Dataset section start

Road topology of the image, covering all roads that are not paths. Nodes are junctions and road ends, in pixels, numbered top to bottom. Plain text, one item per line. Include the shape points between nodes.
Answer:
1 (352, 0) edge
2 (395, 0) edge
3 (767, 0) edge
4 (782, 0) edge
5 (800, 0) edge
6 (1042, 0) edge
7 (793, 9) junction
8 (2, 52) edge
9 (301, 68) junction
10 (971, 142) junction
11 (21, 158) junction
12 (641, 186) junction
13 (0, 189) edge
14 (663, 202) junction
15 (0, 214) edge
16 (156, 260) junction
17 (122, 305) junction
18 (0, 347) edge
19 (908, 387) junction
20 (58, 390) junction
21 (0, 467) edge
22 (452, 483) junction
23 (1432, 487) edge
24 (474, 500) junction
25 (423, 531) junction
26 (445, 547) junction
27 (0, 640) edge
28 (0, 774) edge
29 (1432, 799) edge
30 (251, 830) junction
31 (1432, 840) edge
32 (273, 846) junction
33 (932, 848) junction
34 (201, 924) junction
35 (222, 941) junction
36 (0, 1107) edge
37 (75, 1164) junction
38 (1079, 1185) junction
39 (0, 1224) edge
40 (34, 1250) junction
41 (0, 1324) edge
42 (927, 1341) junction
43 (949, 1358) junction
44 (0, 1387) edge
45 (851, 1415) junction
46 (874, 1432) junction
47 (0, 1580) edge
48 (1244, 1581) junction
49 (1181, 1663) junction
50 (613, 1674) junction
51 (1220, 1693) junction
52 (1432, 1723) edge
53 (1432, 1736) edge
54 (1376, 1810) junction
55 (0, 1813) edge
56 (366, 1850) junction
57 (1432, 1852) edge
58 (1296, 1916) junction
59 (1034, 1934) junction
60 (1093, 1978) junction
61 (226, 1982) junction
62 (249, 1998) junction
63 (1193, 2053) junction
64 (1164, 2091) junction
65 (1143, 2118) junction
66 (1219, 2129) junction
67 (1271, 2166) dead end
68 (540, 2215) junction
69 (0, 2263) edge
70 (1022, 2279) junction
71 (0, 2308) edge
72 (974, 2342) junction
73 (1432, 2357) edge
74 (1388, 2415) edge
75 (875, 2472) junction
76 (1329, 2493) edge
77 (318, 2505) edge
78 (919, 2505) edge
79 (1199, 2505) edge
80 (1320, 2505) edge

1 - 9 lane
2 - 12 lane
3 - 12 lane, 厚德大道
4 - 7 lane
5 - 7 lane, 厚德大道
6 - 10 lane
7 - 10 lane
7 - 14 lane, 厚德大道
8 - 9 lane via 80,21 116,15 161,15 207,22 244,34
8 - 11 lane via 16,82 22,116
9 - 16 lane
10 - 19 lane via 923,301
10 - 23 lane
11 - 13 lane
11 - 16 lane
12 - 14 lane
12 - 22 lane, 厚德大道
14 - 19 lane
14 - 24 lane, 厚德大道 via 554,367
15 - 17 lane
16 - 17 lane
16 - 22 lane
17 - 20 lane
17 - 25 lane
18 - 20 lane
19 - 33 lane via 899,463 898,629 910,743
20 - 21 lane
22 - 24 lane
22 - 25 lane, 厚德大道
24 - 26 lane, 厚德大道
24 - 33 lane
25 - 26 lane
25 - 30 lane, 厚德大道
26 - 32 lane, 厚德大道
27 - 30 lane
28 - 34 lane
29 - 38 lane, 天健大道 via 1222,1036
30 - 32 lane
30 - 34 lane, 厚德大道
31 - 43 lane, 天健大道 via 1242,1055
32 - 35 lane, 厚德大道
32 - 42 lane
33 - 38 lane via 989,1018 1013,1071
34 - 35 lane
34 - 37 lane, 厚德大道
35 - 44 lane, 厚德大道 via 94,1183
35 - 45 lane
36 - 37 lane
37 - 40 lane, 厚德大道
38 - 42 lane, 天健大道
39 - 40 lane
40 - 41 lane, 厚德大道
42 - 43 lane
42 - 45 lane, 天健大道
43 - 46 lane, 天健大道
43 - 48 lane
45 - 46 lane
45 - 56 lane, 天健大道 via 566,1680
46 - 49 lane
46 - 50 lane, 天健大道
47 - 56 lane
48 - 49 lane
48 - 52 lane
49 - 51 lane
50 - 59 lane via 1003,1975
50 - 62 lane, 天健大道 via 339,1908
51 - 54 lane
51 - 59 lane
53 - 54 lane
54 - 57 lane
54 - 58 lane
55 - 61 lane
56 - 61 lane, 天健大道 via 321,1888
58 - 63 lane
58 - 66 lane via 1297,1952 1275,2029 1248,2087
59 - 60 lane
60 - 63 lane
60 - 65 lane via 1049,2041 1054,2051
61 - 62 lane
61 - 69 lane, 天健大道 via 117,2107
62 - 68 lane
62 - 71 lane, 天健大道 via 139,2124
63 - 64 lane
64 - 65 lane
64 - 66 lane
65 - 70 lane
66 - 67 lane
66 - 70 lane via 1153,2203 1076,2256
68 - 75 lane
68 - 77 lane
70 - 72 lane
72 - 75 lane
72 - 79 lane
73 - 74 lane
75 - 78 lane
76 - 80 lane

Dataset section end

- Task instructions
Across the entries above, state how many lines include the string "天健大道", with no other text.

- Answer space
11